- [Work instruction]
Copy each line of the entries below that contains the string "Prés".

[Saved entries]

+ + + + +

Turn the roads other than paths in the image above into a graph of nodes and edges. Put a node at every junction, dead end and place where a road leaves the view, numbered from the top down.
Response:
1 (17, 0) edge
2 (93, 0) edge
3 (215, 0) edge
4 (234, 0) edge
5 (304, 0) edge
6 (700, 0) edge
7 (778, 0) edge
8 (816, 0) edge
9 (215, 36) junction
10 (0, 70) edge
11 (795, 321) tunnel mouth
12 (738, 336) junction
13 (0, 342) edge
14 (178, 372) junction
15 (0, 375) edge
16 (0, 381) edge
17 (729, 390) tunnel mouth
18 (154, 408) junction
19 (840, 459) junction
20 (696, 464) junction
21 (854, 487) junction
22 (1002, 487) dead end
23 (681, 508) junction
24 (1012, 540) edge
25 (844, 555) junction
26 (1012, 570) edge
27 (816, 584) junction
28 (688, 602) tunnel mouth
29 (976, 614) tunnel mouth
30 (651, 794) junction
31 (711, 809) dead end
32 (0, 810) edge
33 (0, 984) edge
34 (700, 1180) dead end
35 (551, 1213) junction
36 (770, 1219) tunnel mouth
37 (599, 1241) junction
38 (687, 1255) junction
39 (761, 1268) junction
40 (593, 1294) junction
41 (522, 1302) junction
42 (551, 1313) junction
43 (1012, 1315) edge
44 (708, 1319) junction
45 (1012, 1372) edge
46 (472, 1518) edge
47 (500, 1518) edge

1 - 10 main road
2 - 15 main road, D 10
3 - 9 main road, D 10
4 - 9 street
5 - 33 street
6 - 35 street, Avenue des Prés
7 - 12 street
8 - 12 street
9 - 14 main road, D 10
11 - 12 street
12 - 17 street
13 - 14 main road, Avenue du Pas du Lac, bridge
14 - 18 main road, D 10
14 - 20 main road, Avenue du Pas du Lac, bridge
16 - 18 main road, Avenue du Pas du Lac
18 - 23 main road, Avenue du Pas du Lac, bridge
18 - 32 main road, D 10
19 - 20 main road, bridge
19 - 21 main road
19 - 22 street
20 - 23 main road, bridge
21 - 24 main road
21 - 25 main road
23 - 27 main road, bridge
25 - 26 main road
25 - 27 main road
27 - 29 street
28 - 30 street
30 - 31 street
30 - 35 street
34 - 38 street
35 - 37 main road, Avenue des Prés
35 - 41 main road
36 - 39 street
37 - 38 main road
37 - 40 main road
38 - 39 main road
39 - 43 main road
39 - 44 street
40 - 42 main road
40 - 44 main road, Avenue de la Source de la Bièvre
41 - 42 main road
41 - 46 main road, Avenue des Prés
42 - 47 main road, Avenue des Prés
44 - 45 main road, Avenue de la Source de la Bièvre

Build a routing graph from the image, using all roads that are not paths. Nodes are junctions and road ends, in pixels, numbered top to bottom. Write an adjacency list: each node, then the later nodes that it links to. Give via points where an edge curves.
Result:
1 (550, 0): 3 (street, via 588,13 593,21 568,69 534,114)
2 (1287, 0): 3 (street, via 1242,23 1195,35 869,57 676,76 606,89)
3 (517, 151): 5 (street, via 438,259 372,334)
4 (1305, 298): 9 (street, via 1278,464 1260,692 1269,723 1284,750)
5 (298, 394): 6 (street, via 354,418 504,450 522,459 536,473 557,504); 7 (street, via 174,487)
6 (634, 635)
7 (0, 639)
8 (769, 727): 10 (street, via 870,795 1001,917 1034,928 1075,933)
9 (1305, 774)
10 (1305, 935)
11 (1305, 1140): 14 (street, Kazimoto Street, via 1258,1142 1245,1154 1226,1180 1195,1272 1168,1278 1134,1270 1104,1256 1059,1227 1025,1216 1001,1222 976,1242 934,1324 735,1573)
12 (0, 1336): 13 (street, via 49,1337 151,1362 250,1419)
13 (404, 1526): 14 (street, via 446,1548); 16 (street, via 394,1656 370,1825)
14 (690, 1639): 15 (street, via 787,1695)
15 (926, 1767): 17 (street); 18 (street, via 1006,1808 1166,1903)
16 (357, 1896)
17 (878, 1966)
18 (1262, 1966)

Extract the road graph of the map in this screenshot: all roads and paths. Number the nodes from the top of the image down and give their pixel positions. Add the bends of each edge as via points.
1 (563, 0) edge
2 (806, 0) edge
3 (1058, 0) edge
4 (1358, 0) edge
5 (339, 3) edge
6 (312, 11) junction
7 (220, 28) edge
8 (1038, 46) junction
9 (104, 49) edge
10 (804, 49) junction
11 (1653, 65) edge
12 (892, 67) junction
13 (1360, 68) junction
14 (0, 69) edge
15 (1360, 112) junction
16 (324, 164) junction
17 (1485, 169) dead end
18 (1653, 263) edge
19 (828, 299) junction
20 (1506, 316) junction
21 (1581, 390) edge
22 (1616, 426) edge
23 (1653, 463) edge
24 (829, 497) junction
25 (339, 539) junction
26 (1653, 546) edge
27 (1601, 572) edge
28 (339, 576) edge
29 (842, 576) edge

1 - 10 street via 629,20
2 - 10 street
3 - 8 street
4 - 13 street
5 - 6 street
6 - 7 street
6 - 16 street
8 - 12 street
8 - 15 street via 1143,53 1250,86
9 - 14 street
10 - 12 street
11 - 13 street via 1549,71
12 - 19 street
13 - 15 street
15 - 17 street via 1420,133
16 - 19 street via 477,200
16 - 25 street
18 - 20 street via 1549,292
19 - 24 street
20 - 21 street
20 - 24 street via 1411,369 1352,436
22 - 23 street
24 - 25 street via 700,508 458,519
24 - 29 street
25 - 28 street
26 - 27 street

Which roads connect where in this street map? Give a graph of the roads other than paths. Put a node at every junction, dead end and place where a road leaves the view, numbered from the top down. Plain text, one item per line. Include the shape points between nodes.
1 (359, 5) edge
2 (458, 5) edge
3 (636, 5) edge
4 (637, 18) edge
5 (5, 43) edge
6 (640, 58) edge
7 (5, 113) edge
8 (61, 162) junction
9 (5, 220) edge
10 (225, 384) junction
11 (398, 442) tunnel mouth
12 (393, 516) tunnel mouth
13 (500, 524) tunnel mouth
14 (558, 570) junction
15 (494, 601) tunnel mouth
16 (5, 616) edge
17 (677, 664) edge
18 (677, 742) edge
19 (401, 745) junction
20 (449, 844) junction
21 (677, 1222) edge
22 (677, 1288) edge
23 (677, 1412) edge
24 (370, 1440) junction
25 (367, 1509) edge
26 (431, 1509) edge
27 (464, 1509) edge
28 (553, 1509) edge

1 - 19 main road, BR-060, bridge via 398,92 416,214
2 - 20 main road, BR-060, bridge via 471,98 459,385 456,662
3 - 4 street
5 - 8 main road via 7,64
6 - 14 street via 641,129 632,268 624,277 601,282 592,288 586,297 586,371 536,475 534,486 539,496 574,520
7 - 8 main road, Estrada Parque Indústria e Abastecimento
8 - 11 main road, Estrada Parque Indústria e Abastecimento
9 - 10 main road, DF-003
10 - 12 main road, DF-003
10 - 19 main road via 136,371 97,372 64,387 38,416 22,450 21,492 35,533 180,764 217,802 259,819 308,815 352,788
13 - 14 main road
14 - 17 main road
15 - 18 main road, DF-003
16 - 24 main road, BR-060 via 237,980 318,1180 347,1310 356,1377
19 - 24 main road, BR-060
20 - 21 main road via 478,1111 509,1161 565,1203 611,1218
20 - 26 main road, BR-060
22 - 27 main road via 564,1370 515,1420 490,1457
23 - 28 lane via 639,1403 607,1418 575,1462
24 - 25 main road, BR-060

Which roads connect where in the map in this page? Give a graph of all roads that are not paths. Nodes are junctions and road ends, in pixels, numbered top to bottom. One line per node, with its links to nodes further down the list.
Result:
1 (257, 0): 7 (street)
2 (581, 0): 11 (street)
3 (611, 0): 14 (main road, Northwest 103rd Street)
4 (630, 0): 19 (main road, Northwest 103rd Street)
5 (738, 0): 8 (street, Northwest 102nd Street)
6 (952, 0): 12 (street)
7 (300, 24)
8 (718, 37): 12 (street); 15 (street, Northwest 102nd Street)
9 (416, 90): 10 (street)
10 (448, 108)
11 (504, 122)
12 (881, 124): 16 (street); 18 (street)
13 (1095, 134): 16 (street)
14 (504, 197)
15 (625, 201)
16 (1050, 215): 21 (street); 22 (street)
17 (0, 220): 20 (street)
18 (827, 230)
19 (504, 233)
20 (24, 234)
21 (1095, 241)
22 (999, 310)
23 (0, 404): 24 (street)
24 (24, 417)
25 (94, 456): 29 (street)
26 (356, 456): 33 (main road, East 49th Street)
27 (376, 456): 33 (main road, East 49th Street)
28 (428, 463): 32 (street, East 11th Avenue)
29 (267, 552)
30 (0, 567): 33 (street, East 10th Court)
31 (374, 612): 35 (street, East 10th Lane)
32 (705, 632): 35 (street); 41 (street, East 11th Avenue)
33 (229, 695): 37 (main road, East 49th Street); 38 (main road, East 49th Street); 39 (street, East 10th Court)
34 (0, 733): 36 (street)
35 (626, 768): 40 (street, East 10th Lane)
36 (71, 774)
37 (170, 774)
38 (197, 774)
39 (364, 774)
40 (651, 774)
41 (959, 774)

+ + + + +

- [Solution]
6 - 35 street, Avenue des Prés
35 - 37 main road, Avenue des Prés
41 - 46 main road, Avenue des Prés
42 - 47 main road, Avenue des Prés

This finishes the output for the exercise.